◆ Task prompt:
Within the material below, how many lines carry the word "Eckertweg"? State only the number.

◆ Dataset excerpts:
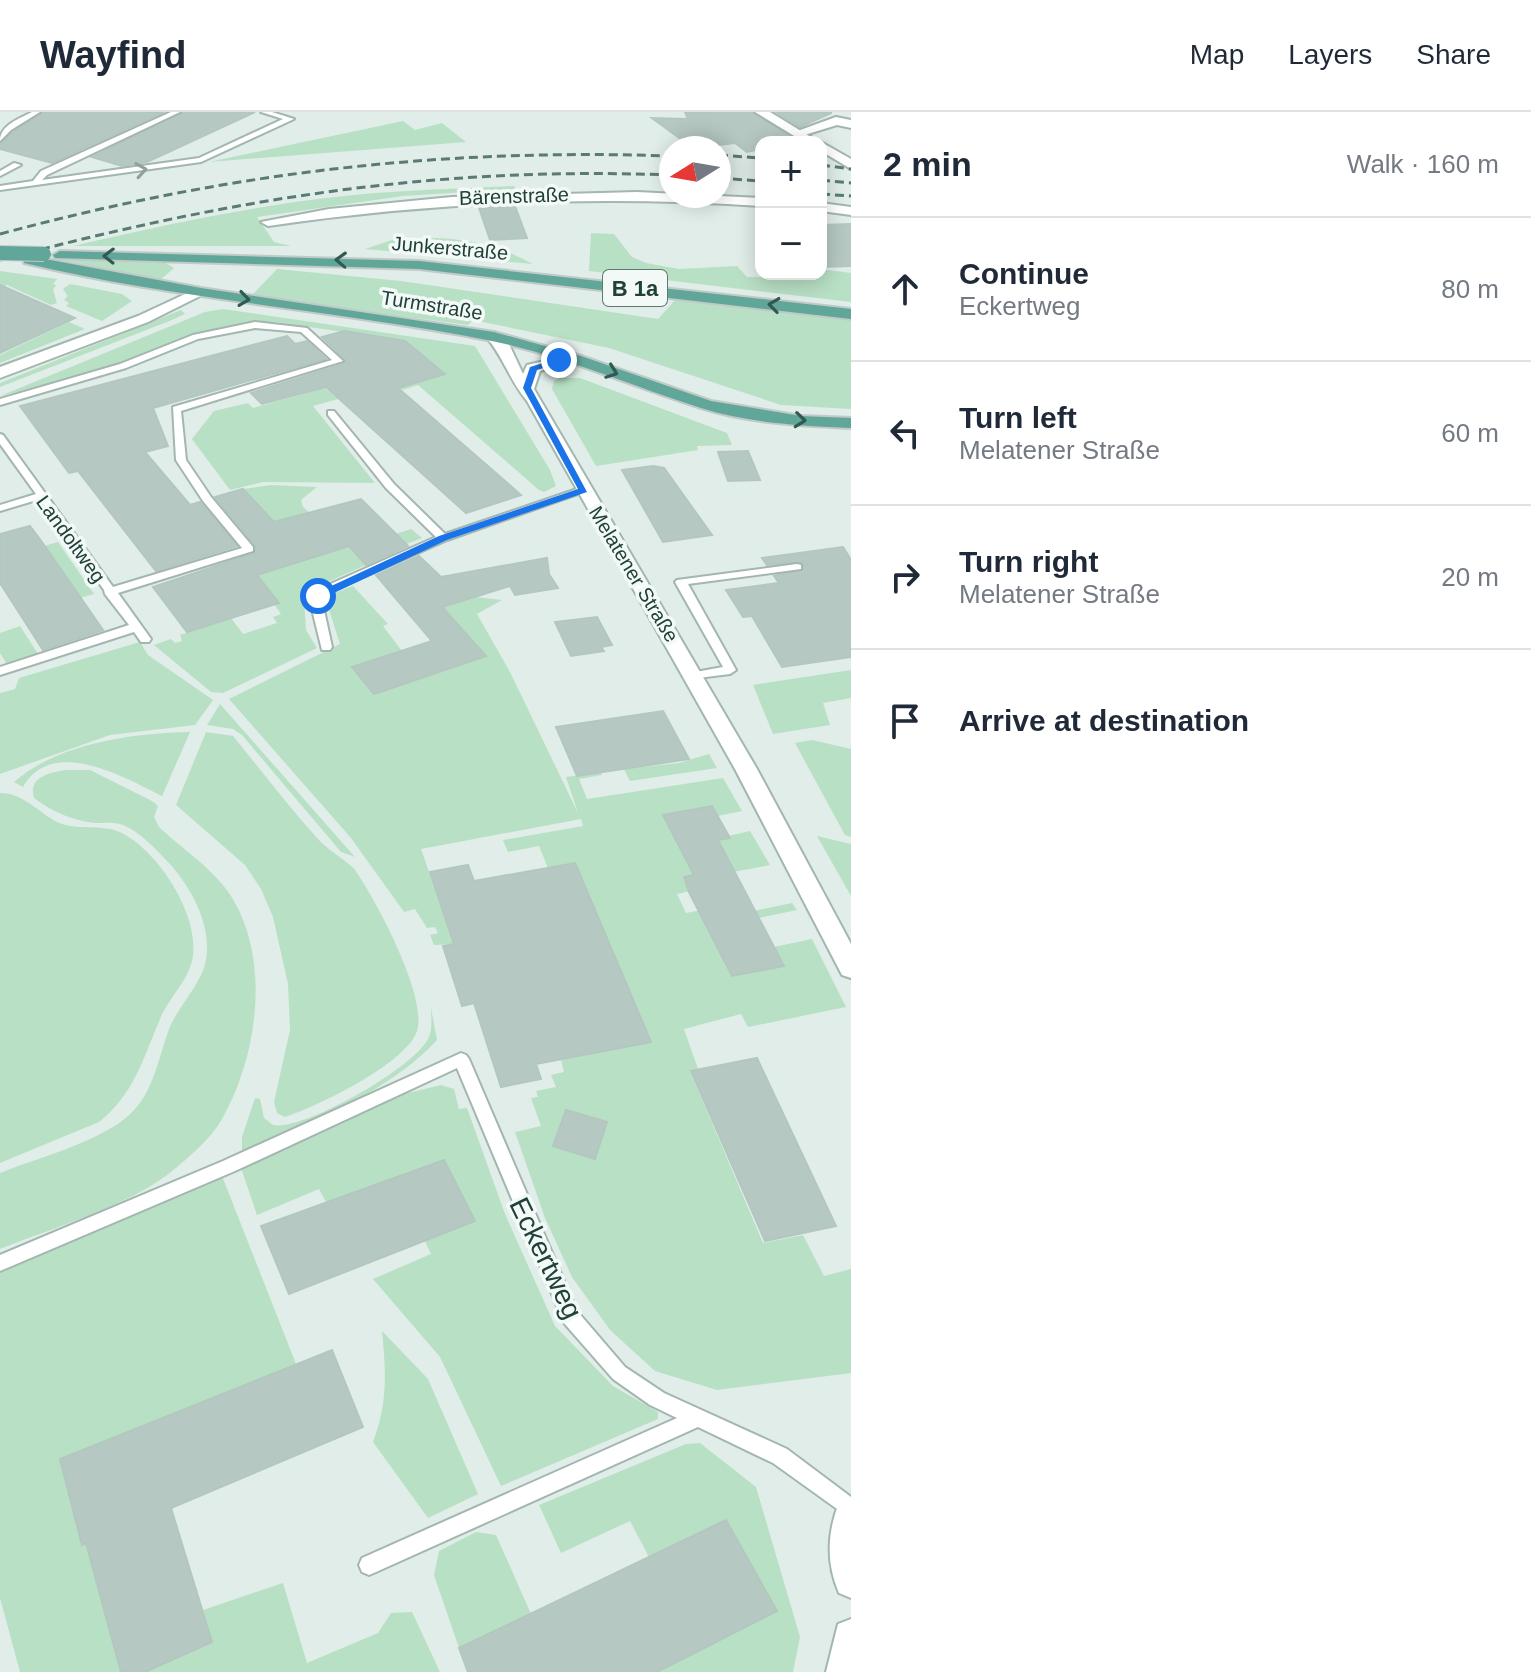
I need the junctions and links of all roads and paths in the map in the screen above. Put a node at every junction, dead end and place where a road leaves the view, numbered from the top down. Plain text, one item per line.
1 (37, 112) edge
2 (177, 112) edge
3 (264, 112) edge
4 (761, 112) edge
5 (851, 124) edge
6 (798, 133) junction
7 (803, 136) edge
8 (0, 139) edge
9 (827, 150) edge
10 (17, 165) dead end
11 (851, 165) edge
12 (102, 166) dead end
13 (0, 174) edge
14 (73, 179) junction
15 (36, 182) junction
16 (0, 188) edge
17 (755, 202) edge
18 (827, 208) edge
19 (851, 211) edge
20 (268, 222) dead end
21 (0, 254) edge
22 (36, 257) junction
23 (215, 257) junction
24 (167, 286) junction
25 (201, 292) junction
26 (851, 314) edge
27 (109, 331) junction
28 (494, 337) junction
29 (575, 359) junction
30 (0, 373) edge
31 (527, 388) junction
32 (0, 402) edge
33 (331, 413) dead end
34 (851, 423) edge
35 (0, 437) edge
36 (584, 490) junction
37 (40, 496) junction
38 (0, 508) edge
39 (443, 538) junction
40 (797, 567) dead end
41 (109, 592) junction
42 (136, 627) junction
43 (145, 639) dead end
44 (326, 647) dead end
45 (0, 671) edge
46 (694, 676) junction
47 (851, 968) edge
48 (0, 1263) edge
49 (700, 1417) junction
50 (851, 1512) edge
51 (369, 1565) dead end
52 (851, 1581) edge
53 (851, 1637) edge
54 (844, 1672) edge

1 - 8 lane
2 - 15 lane
14 -> 3 lane
4 - 6 street
5 - 6 street
6 - 7 street
9 - 11 street
10 - 13 lane
12 - 14 lane
14 - 15 lane
15 - 16 lane
17 - 20 street, Bärenstraße
18 - 19 street
21 - 22 main road, Turmstraße / B 1a, bridge
23 -> 22 main road, Junkerstraße / B 1a
22 - 24 main road, Turmstraße / B 1a
23 - 24 main road
26 -> 23 main road, Junkerstraße / B 1a
24 - 25 main road, Turmstraße / B 1a
24 - 27 street
25 - 27 street
25 -> 28 main road, Turmstraße / B 1a
27 - 30 street
28 - 29 main road, Turmstraße / B 1a
28 - 31 street, Melatener Straße
29 - 31 street
29 -> 34 main road, Turmstraße / B 1a
31 - 36 street, Melatener Straße
32 - 41 lane
33 - 39 lane
35 - 37 lane, Landoltweg
36 - 39 lane
36 - 46 street, Melatener Straße
37 - 38 lane
37 - 41 lane, Landoltweg
39 - 44 lane
40 - 46 lane, Melatener Straße
41 - 42 lane, Landoltweg
42 - 43 lane, Landoltweg
42 - 45 lane
46 - 47 street, Melatener Straße
48 - 49 lane, Eckertweg
49 - 50 lane, Eckertweg
49 - 51 lane
50 - 52 street
53 - 54 street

◆ Response to the task:
2